# whatzitfit?



## Bobc5269 (Feb 10, 2011)

hey y'all 
my Bro-in-law is going thru his deceased Dad's safe and they're divvying up some stuff. He found a Browning shotgun barrel. Can you help me identify what it fits and relative value? good blueing, etc. Here's what he told me he found on it: Belgium/ */ 12-75/1KG/48.4/ special steel 3"/VL94984/12 guage. 

he also ended up with a Beretta automatic shotgum model "M"/A303-cal20/N08565E/20g./3" mag/28" vent rib/......probably 90% condition, Any ball park what it's worth??

Thanks................. Bob


----------



## MrFish (Aug 21, 2009)

The Beretta A-303 is worth anywhere between $400-600. They weren't the best autoloaders made by Beretta. Not sure about the Browning barrel


----------



## hogdogs (Apr 19, 2010)

I took the liberty of rip/pasting this to "The Firing Line"...
http://thefiringline.com/forums/showthread.php?t=456986
And got this...


> *It appears that the barrel is:*
> for an A-5 12gaMAG, noted as 3" chamber [ 12-75, the 75 is the metric chamber length, full choke [single "*"], the rest is the proof loads, the "VL number MAYBE a reciever SN if it was issued as a two=barrel set., [unsure on this]
> 
> This will not fit the Standard A-5 as the mag ring on barrel is farther forward compared to a standard A-5 barrel.
> ...


And I got a PM asking if the barrel has a price...

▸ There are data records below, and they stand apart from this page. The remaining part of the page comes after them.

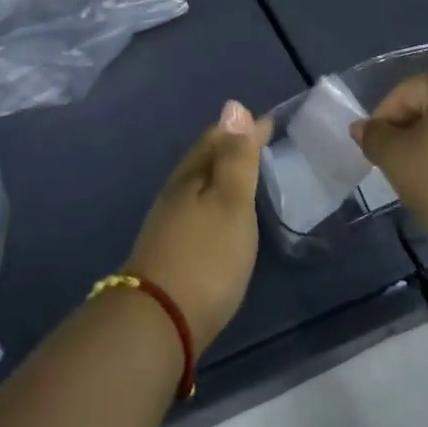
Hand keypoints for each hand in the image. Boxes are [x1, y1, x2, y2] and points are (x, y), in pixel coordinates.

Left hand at [126, 101, 270, 349]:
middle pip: (203, 158)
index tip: (268, 120)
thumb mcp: (230, 203)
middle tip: (256, 140)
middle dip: (228, 145)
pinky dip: (212, 200)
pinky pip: (195, 208)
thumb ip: (236, 158)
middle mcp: (176, 192)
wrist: (159, 321)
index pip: (217, 138)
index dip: (243, 128)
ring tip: (242, 173)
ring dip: (218, 172)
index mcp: (191, 176)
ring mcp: (168, 222)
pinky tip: (219, 216)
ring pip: (196, 184)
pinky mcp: (169, 250)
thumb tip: (233, 105)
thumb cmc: (206, 256)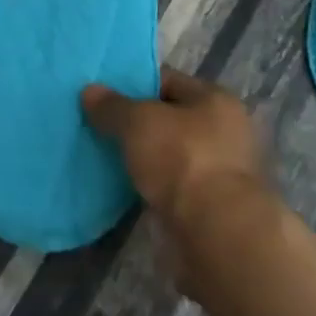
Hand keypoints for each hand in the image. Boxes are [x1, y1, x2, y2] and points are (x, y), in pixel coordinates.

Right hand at [81, 68, 281, 237]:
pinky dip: (151, 185)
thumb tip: (90, 91)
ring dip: (144, 157)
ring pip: (170, 154)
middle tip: (99, 125)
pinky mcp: (212, 207)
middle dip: (137, 123)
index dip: (134, 83)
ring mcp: (221, 172)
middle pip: (169, 118)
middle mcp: (225, 132)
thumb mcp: (138, 122)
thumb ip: (112, 105)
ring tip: (105, 156)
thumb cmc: (182, 160)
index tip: (103, 94)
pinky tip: (124, 187)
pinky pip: (172, 185)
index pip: (168, 80)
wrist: (217, 235)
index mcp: (216, 100)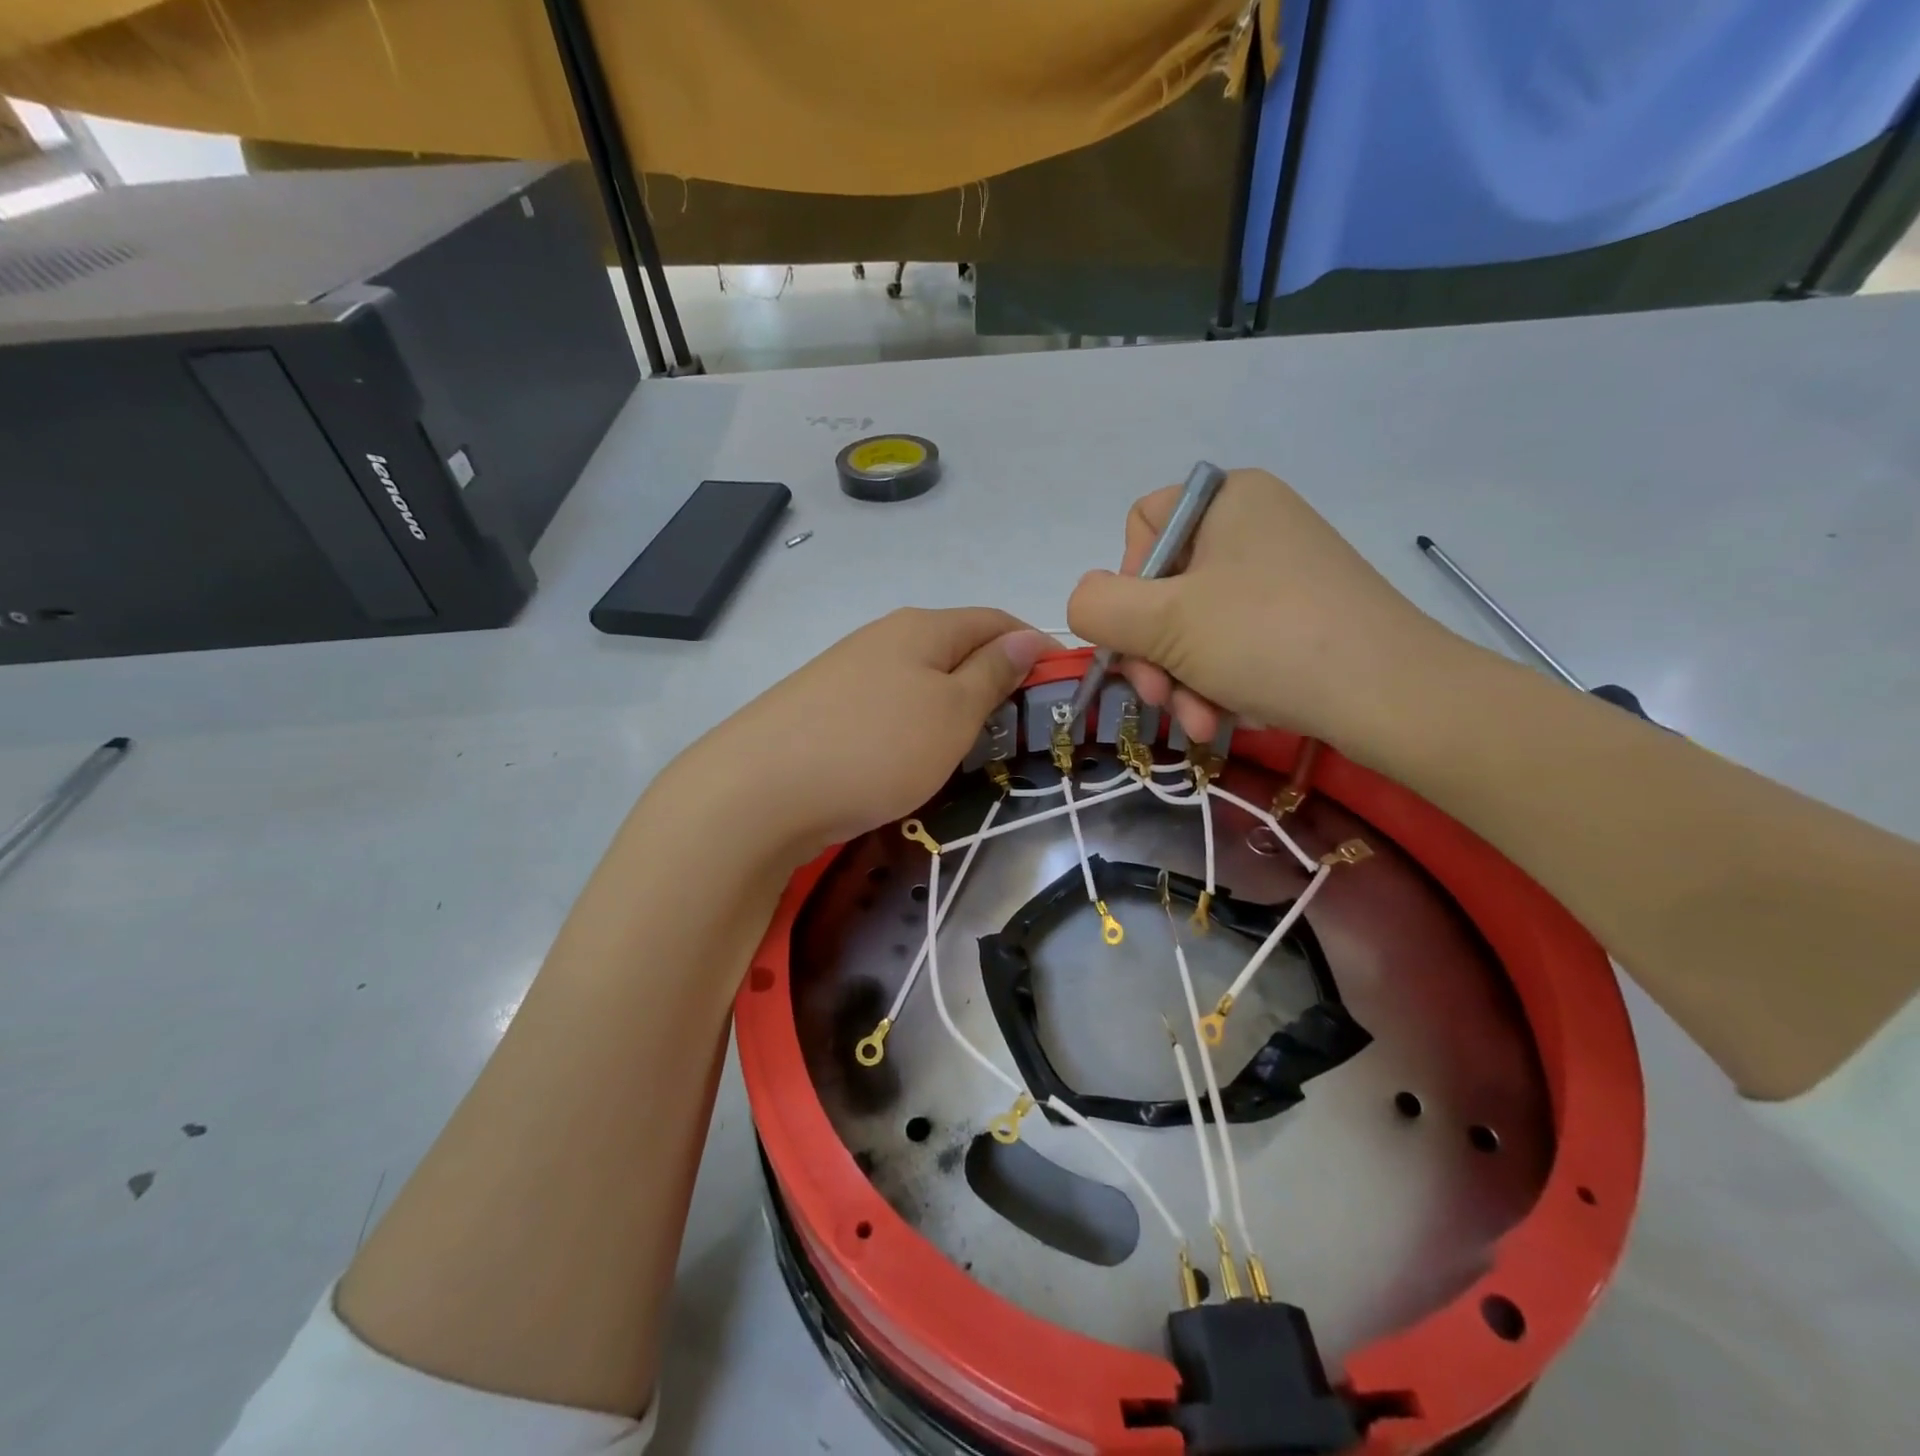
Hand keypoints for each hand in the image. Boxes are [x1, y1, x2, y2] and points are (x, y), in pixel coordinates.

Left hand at [674, 608, 1053, 862]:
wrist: (759, 791)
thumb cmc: (876, 747)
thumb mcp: (951, 712)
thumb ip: (992, 673)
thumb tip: (1029, 635)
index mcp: (922, 627)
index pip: (994, 620)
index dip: (1033, 647)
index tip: (1061, 689)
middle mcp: (884, 638)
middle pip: (956, 649)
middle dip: (994, 681)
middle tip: (1018, 732)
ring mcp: (848, 674)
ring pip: (921, 683)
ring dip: (953, 709)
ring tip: (970, 752)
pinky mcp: (824, 711)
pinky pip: (889, 710)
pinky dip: (915, 730)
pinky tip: (912, 761)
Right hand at [1066, 469, 1450, 749]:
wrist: (1394, 697)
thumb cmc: (1268, 640)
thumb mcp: (1162, 622)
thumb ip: (1096, 606)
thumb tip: (1085, 605)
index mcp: (1227, 499)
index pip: (1140, 527)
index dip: (1126, 584)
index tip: (1141, 633)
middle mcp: (1255, 525)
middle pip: (1164, 586)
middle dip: (1154, 654)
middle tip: (1160, 700)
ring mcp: (1281, 573)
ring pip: (1195, 626)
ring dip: (1182, 681)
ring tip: (1199, 723)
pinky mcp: (1301, 617)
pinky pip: (1234, 644)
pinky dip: (1221, 683)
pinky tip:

Hope either helps you out...
Brent


----------



## Bobc5269 (Feb 10, 2011)

*thanks*

That does help and I'll see if my B-I-Law wants to sell it. He doesn't have the receiver for it anyway. I do, but mine is good. What would be a fair price???


----------



## hogdogs (Apr 19, 2010)

No idea... but new barrels for many gun makes and models cost more thang a whole dang Mossberg 500 which is why I like Mossberg 500's...

Brent


----------



## tonyd (Jun 6, 2011)

but you get what you pay for


----------



## hogdogs (Apr 19, 2010)

They suit me substantially more than i need. I know "better" guns are better guns. To me a "fine gentleman's arm" would be a field grade walnut Mossberg 930:yes:. 
I didn't mean anything by it except I know that most barrels ain't $90-120 like a mossberg.

Brent


----------